Я кивнул и вынул кость.
— У тебя места нет?
Я кивнул и показал на пальцах: два места свободны.
— Возьмешь меня с женой? Я отпущу обкомовскую машину.
— Охотно, — сказал я и подавился.
Вот так возникло столь смутившее Анну Ивановну сообщение о новых гостях.

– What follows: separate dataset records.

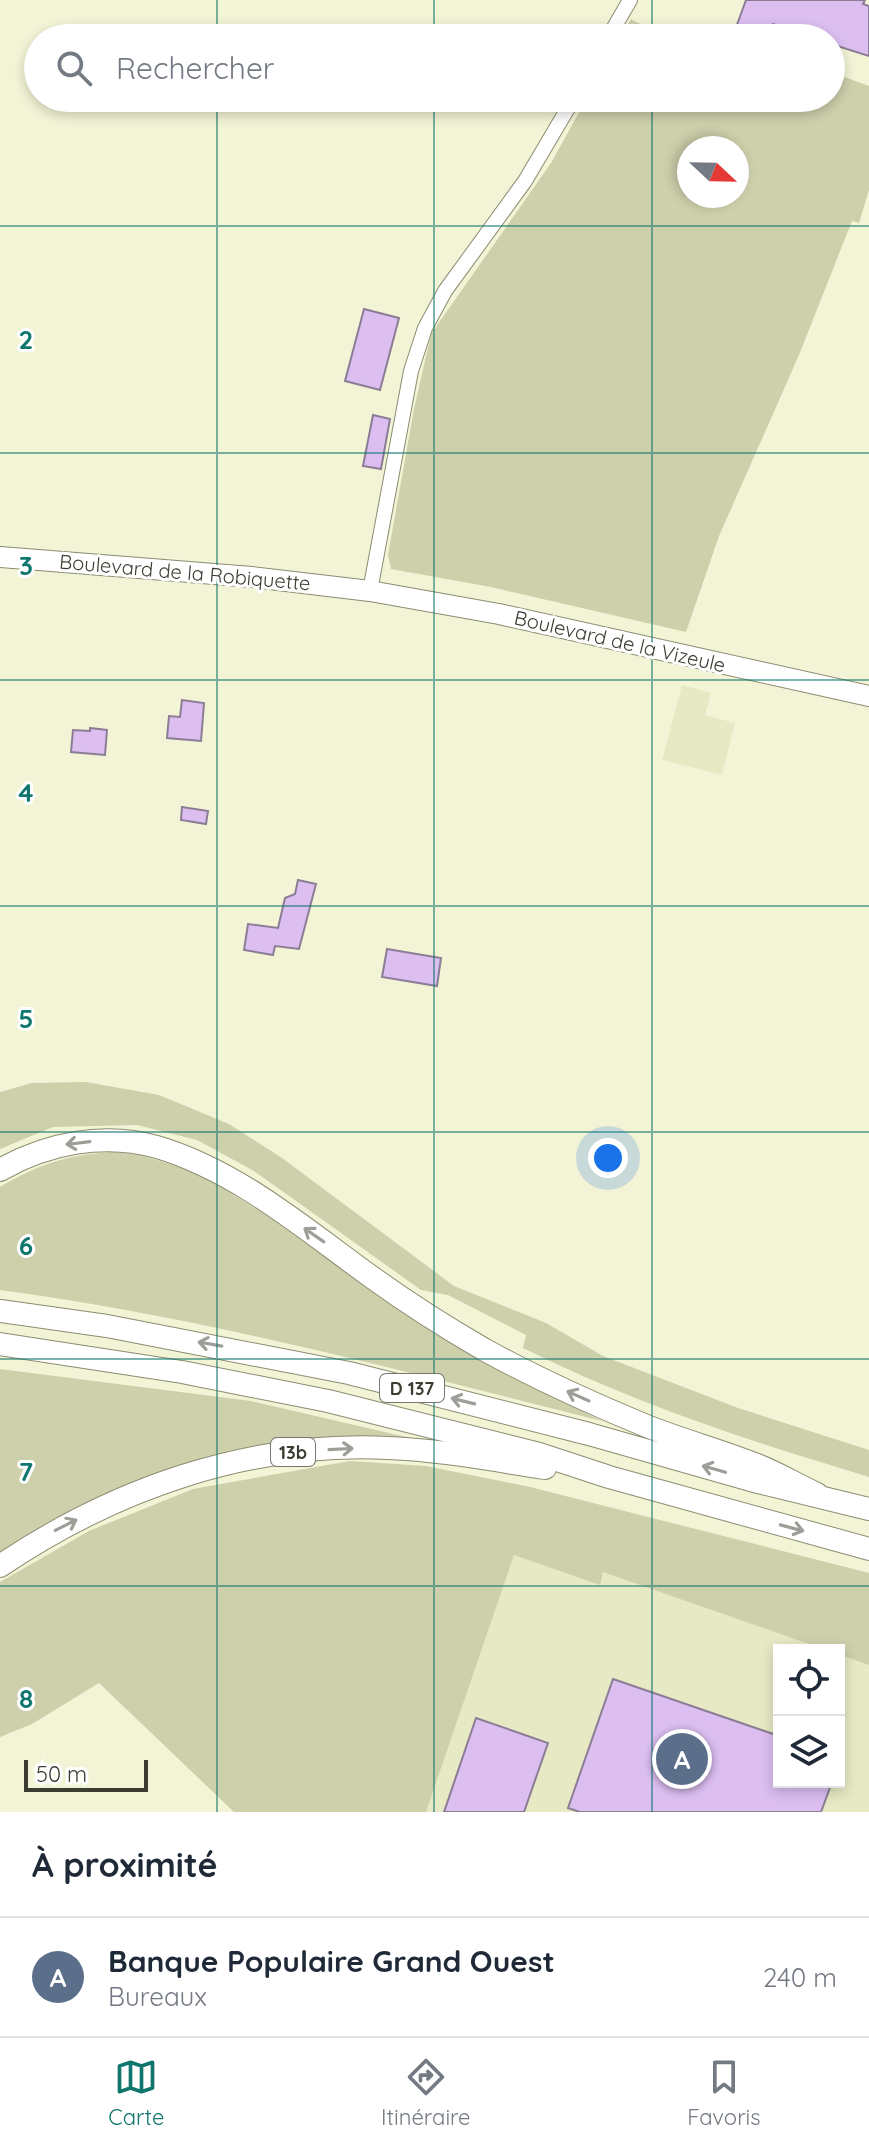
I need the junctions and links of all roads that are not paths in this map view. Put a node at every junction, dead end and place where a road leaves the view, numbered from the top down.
1 (630, 0) edge
2 (616, 24) edge
3 (566, 112) edge
4 (0, 557) edge
5 (370, 591) junction
6 (869, 696) edge
7 (0, 1170) edge
8 (0, 1311) edge
9 (0, 1344) edge
10 (0, 1356) edge
11 (182, 1372) junction
12 (609, 1477) junction
13 (817, 1494) junction
14 (869, 1509) edge
15 (869, 1549) edge
16 (0, 1566) edge

1 - 2 street
3 - 5 street
4 - 5 main road, Boulevard de la Robiquette
5 - 6 main road, Boulevard de la Vizeule
13 -> 7 highway
13 -> 8 highway, D 137
9 - 11 highway, D 137
10 - 11 highway
11 - 12 highway, D 137
12 -> 15 highway, D 137
16 -> 12 highway, 13b
13 - 14 highway, D 137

По дороге Сережа Орлов сокрушался, что мы создадим лишние хлопоты секретарю райкома Анне Ивановне. Она принимает московских гостей: группу из Академии педагогических наук. «У нее, наверное, все рассчитано, — говорил Сережа, — а тут ввалится наша команда». — «Неужели это может смутить хозяйку района?» — удивился я. «Милый, какое у тебя представление о районном быте? Ты что — живешь в стране изобилия?» — «Я — нет. Но мне казалось, что хозяин района обладает большими возможностями». — «Какая чушь! Знаешь, кто такой секретарь райкома? — У него вдруг покраснели обводья глаз, а замененная на лице кожа стала мертвенно-бледной. — Это — Ванька-взводный!» — «Им тоже срок жизни шесть дней?» — «Не дурачься! Ты же меня понимаешь. Он подымает людей в атаку, и по нему главный огонь. Его шпыняют сверху, кроют снизу, он за все в ответе, и в конечном счете этот шестидневный Ванька-взводный делает победу».